I’m not distraught, but I do feel an extraordinary sadness like a person died.

This is the revised version of what I posted.

ASK: Thanks for giving me a space to vent.

 

My first magazine byline was at VIBE. I was the music department intern under Shani Saxon*. When she and her assistant Jasmine Perez didn’t have me calling labels to FAX over the album release schedules (yes, fax, that’s how long ago it was), they lent me out to Emil Wilbekin’s assistant Eunice Liriano. She would always have me send out the new issues to the contributors and important industry folks. That’s how I learned the names of the who’s who in The Industry  (that and answering Emil’s phone when Eunice went to lunch or was out.) Eunice never remembers me when she sees me (like all people of color with degrees, there’s only one degree of separation). I get it, she was on, I was trying to get put on. But I credit her with 1) teaching me how not to take any shit; and 2) learning how to get my way. Eunice didn’t ask, she demanded. And people always came through, on time or early. There’s an art to doing that and I picked it up (sorta) just by paying attention.

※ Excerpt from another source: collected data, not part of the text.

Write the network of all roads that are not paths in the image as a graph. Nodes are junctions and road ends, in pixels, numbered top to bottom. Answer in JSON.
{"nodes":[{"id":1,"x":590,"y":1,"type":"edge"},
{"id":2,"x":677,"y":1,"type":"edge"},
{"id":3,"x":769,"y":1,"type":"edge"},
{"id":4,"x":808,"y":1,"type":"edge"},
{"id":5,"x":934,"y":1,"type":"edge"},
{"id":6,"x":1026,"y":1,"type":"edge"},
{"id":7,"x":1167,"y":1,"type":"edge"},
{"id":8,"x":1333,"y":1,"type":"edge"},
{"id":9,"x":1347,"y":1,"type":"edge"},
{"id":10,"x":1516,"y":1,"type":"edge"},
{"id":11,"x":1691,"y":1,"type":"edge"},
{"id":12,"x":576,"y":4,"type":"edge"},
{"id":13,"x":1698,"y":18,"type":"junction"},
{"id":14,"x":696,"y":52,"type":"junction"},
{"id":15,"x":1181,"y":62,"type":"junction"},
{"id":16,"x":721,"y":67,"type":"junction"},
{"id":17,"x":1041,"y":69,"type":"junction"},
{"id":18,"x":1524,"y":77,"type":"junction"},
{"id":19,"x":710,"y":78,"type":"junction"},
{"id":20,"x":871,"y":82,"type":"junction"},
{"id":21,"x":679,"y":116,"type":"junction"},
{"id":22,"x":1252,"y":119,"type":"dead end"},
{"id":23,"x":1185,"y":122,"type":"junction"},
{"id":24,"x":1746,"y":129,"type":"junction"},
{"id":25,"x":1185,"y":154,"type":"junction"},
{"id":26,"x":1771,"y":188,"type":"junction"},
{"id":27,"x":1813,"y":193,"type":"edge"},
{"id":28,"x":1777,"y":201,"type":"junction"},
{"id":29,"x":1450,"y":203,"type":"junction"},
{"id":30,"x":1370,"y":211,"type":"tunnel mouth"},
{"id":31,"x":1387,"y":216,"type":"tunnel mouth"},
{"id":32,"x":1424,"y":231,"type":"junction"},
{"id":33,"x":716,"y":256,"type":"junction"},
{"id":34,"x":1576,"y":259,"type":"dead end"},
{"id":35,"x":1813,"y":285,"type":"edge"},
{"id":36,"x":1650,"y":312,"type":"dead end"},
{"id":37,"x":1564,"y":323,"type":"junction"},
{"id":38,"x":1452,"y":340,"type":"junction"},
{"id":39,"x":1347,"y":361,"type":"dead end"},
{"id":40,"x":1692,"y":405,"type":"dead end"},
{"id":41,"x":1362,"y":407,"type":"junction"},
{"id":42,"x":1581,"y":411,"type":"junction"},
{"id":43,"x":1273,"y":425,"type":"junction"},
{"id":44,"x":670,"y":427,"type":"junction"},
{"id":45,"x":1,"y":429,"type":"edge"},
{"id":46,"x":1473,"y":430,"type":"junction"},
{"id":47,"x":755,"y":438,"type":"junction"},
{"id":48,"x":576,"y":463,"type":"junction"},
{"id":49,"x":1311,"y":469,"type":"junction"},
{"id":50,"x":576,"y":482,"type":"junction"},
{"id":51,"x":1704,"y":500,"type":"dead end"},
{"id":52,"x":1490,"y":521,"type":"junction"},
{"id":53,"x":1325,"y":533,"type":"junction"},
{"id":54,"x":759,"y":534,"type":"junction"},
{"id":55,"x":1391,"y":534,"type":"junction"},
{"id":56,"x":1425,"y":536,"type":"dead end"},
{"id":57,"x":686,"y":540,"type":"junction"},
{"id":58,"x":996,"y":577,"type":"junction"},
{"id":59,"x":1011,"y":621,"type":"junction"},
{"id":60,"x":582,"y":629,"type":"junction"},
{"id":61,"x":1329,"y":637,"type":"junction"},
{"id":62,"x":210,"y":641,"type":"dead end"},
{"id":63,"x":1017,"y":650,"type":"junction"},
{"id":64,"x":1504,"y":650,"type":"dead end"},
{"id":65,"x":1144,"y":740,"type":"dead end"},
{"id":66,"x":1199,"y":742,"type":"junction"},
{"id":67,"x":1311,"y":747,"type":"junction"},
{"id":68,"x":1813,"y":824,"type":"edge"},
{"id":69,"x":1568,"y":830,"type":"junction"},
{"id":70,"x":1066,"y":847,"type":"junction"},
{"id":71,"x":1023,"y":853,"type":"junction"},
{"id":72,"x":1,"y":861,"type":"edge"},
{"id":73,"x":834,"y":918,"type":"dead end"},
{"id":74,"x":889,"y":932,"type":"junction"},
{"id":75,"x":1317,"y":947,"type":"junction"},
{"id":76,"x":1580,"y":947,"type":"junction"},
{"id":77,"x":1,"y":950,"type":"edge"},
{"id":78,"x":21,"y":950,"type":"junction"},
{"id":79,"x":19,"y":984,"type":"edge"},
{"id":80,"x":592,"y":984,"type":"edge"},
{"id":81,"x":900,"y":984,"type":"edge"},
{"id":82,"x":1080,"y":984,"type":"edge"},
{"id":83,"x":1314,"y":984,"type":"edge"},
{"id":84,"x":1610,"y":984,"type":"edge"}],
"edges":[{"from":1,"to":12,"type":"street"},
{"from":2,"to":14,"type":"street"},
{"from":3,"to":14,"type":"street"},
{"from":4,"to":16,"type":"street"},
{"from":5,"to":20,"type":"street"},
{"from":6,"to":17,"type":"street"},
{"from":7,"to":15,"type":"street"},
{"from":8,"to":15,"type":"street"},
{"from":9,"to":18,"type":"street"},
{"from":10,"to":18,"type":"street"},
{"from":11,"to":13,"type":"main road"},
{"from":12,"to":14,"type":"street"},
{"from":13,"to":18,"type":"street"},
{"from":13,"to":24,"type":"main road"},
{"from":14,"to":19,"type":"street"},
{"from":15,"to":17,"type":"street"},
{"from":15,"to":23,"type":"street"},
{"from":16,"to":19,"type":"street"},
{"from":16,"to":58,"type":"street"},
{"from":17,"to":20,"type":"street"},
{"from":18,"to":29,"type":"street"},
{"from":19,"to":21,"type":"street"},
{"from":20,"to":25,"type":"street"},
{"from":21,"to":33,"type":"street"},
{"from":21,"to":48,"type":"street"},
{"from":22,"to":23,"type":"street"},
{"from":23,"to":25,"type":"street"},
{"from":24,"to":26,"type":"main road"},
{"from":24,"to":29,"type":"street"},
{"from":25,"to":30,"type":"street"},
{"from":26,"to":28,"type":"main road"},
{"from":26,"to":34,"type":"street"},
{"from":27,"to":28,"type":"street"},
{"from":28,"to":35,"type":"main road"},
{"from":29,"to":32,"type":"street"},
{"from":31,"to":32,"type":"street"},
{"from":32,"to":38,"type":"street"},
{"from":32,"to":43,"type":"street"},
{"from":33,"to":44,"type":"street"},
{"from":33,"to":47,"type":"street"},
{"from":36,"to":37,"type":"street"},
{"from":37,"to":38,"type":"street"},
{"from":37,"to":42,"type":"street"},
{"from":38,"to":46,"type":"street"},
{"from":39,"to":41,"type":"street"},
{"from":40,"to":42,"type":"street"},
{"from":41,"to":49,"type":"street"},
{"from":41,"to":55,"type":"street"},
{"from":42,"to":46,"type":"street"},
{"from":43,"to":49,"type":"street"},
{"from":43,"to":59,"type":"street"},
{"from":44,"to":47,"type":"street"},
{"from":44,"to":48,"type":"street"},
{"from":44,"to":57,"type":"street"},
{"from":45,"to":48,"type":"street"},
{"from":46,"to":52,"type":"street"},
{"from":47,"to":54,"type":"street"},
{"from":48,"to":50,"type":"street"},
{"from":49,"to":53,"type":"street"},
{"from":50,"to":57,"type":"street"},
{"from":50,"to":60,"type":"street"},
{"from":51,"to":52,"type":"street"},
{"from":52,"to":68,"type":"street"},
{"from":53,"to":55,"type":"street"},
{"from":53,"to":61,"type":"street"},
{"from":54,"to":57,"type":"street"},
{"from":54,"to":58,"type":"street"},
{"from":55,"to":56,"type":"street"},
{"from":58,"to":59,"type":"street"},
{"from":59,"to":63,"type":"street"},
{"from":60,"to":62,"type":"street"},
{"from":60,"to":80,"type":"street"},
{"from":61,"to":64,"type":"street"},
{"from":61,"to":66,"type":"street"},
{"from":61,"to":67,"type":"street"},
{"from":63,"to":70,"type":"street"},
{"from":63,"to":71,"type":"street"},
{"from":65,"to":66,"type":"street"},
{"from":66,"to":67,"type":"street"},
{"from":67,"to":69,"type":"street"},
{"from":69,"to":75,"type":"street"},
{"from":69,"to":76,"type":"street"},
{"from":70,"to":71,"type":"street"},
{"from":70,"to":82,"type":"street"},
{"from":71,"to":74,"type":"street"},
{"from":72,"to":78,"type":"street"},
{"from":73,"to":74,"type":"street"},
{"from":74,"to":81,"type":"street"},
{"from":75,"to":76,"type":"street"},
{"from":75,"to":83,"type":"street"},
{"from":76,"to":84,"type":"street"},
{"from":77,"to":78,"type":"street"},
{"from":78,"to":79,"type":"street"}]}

Brett Johnson assigned me to write picture captions. That was my first VIBE byline. Shortly thereafter, Craig Seymour assigned me to write reviews. It was a CD by a random artist who never amounted to much music-wise. I did the best I could and right after I turned it in, he called me into his office and told me it was wrong and why, and then showed me how to do it right. He told me reviews were like poetry and because they were short, I had to make each word count. He’d assigned the review at 300. The revised version I turned in was 309. He told me word counts were sacred and made me cut it to 300 myself. To this day, I don’t turn anything over count. I will always be thankful for his patience and his teaching.

Serena Kim came while I was at VIBE too. She ripped the first review I wrote for her. (In retrospect, she was over features. Not sure if I was doing a review or some special project.) Anyway, I was an English major and wrote in lofty academic prose. Serena got me to write like a writer, not a professor. Between her and Craig, I was whipped into shape and eventually, Craig assigned me a NEXT, a profile on a rising female star, but more importantly a full page in VIBE.  Serena wasn’t ever convinced I was a good writer while I was still an intern, but she assigned me something after I was gone and her response was “this is great.” Small words, probably given off-hand. They meant the world to me though.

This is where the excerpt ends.